Task requirements | Please print each record exactly, omitting none of them.

(Stored data)
--- START ---

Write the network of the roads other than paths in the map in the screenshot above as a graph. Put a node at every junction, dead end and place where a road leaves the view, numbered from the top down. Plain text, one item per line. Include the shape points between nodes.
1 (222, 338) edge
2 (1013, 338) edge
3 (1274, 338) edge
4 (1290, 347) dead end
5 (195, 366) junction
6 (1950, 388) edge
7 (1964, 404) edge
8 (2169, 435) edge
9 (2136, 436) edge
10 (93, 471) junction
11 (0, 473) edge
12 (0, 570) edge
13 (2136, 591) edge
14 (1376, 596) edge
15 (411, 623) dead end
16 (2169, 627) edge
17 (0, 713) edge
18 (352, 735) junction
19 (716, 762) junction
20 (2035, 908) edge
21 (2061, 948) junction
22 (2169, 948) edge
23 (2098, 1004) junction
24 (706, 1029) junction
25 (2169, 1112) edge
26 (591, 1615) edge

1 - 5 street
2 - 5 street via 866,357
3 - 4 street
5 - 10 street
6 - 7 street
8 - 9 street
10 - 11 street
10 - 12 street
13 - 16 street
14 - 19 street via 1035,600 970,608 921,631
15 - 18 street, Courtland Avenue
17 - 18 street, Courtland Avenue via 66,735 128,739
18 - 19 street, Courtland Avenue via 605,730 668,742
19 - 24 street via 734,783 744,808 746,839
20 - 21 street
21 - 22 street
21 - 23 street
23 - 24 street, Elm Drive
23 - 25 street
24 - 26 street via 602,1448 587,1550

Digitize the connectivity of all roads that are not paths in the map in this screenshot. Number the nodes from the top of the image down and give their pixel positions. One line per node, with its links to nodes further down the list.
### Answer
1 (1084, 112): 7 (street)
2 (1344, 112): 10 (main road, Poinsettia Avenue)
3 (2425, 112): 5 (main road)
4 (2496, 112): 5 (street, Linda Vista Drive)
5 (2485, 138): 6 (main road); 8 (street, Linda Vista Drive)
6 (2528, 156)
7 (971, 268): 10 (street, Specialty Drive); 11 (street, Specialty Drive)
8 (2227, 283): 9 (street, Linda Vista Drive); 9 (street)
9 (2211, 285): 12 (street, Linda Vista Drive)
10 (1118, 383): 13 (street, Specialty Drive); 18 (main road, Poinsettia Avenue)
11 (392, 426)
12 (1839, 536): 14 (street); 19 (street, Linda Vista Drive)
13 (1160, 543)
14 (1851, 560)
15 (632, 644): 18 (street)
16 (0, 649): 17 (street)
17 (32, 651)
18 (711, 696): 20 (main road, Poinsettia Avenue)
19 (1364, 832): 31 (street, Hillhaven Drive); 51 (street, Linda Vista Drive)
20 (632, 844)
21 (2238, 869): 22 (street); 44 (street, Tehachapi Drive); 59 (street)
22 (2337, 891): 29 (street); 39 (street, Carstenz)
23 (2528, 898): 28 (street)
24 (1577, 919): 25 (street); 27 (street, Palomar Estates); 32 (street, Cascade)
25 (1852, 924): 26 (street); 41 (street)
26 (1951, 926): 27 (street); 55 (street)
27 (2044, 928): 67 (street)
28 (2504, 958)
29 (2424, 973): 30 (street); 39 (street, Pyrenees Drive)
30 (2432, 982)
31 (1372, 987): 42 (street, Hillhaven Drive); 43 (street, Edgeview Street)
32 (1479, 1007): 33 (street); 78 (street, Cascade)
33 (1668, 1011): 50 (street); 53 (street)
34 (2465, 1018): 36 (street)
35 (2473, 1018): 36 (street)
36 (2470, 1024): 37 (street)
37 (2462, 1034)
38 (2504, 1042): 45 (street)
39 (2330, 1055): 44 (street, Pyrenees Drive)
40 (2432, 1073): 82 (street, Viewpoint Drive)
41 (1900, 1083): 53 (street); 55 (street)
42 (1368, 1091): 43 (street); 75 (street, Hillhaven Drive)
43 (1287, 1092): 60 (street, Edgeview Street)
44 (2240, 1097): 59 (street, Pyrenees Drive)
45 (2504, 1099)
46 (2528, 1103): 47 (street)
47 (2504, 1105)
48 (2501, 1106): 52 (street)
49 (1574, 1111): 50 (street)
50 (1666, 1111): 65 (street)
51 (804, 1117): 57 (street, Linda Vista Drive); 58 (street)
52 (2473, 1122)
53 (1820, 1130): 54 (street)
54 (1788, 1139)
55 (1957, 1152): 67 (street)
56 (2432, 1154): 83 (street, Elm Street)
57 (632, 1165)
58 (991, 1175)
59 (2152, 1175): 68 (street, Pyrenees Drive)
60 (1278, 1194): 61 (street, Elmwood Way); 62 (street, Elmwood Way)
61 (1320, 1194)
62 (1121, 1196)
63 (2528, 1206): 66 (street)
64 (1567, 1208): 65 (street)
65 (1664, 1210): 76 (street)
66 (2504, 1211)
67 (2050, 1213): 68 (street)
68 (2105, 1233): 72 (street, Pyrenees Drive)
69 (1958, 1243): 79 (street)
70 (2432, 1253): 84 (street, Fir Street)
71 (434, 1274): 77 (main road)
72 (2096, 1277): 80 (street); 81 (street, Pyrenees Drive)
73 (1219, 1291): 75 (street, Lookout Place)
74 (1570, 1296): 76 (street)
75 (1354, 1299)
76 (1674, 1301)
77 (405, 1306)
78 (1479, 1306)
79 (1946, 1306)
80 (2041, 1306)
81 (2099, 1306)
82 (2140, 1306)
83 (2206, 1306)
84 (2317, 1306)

--- END ---

The completed task |
Write the network of the roads other than paths in the map in the screenshot above as a graph. Put a node at every junction, dead end and place where a road leaves the view, numbered from the top down. Plain text, one item per line. Include the shape points between nodes.
1 (222, 338) edge
2 (1013, 338) edge
3 (1274, 338) edge
4 (1290, 347) dead end
5 (195, 366) junction
6 (1950, 388) edge
7 (1964, 404) edge
8 (2169, 435) edge
9 (2136, 436) edge
10 (93, 471) junction
11 (0, 473) edge
12 (0, 570) edge
13 (2136, 591) edge
14 (1376, 596) edge
15 (411, 623) dead end
16 (2169, 627) edge
17 (0, 713) edge
18 (352, 735) junction
19 (716, 762) junction
20 (2035, 908) edge
21 (2061, 948) junction
22 (2169, 948) edge
23 (2098, 1004) junction
24 (706, 1029) junction
25 (2169, 1112) edge
26 (591, 1615) edge

1 - 5 street
2 - 5 street via 866,357
3 - 4 street
5 - 10 street
6 - 7 street
8 - 9 street
10 - 11 street
10 - 12 street
13 - 16 street
14 - 19 street via 1035,600 970,608 921,631
15 - 18 street, Courtland Avenue
17 - 18 street, Courtland Avenue via 66,735 128,739
18 - 19 street, Courtland Avenue via 605,730 668,742
19 - 24 street via 734,783 744,808 746,839
20 - 21 street
21 - 22 street
21 - 23 street
23 - 24 street, Elm Drive
23 - 25 street
24 - 26 street via 602,1448 587,1550

Digitize the connectivity of all roads that are not paths in the map in this screenshot. Number the nodes from the top of the image down and give their pixel positions. One line per node, with its links to nodes further down the list.
### Answer
1 (1084, 112): 7 (street)
2 (1344, 112): 10 (main road, Poinsettia Avenue)
3 (2425, 112): 5 (main road)
4 (2496, 112): 5 (street, Linda Vista Drive)
5 (2485, 138): 6 (main road); 8 (street, Linda Vista Drive)
6 (2528, 156)
7 (971, 268): 10 (street, Specialty Drive); 11 (street, Specialty Drive)
8 (2227, 283): 9 (street, Linda Vista Drive); 9 (street)
9 (2211, 285): 12 (street, Linda Vista Drive)
10 (1118, 383): 13 (street, Specialty Drive); 18 (main road, Poinsettia Avenue)
11 (392, 426)
12 (1839, 536): 14 (street); 19 (street, Linda Vista Drive)
13 (1160, 543)
14 (1851, 560)
15 (632, 644): 18 (street)
16 (0, 649): 17 (street)
17 (32, 651)
18 (711, 696): 20 (main road, Poinsettia Avenue)
19 (1364, 832): 31 (street, Hillhaven Drive); 51 (street, Linda Vista Drive)
20 (632, 844)
21 (2238, 869): 22 (street); 44 (street, Tehachapi Drive); 59 (street)
22 (2337, 891): 29 (street); 39 (street, Carstenz)
23 (2528, 898): 28 (street)
24 (1577, 919): 25 (street); 27 (street, Palomar Estates); 32 (street, Cascade)
25 (1852, 924): 26 (street); 41 (street)
26 (1951, 926): 27 (street); 55 (street)
27 (2044, 928): 67 (street)
28 (2504, 958)
29 (2424, 973): 30 (street); 39 (street, Pyrenees Drive)
30 (2432, 982)
31 (1372, 987): 42 (street, Hillhaven Drive); 43 (street, Edgeview Street)
32 (1479, 1007): 33 (street); 78 (street, Cascade)
33 (1668, 1011): 50 (street); 53 (street)
34 (2465, 1018): 36 (street)
35 (2473, 1018): 36 (street)
36 (2470, 1024): 37 (street)
37 (2462, 1034)
38 (2504, 1042): 45 (street)
39 (2330, 1055): 44 (street, Pyrenees Drive)
40 (2432, 1073): 82 (street, Viewpoint Drive)
41 (1900, 1083): 53 (street); 55 (street)
42 (1368, 1091): 43 (street); 75 (street, Hillhaven Drive)
43 (1287, 1092): 60 (street, Edgeview Street)
44 (2240, 1097): 59 (street, Pyrenees Drive)
45 (2504, 1099)
46 (2528, 1103): 47 (street)
47 (2504, 1105)
48 (2501, 1106): 52 (street)
49 (1574, 1111): 50 (street)
50 (1666, 1111): 65 (street)
51 (804, 1117): 57 (street, Linda Vista Drive); 58 (street)
52 (2473, 1122)
53 (1820, 1130): 54 (street)
54 (1788, 1139)
55 (1957, 1152): 67 (street)
56 (2432, 1154): 83 (street, Elm Street)
57 (632, 1165)
58 (991, 1175)
59 (2152, 1175): 68 (street, Pyrenees Drive)
60 (1278, 1194): 61 (street, Elmwood Way); 62 (street, Elmwood Way)
61 (1320, 1194)
62 (1121, 1196)
63 (2528, 1206): 66 (street)
64 (1567, 1208): 65 (street)
65 (1664, 1210): 76 (street)
66 (2504, 1211)
67 (2050, 1213): 68 (street)
68 (2105, 1233): 72 (street, Pyrenees Drive)
69 (1958, 1243): 79 (street)
70 (2432, 1253): 84 (street, Fir Street)
71 (434, 1274): 77 (main road)
72 (2096, 1277): 80 (street); 81 (street, Pyrenees Drive)
73 (1219, 1291): 75 (street, Lookout Place)
74 (1570, 1296): 76 (street)
75 (1354, 1299)
76 (1674, 1301)
77 (405, 1306)
78 (1479, 1306)
79 (1946, 1306)
80 (2041, 1306)
81 (2099, 1306)
82 (2140, 1306)
83 (2206, 1306)
84 (2317, 1306)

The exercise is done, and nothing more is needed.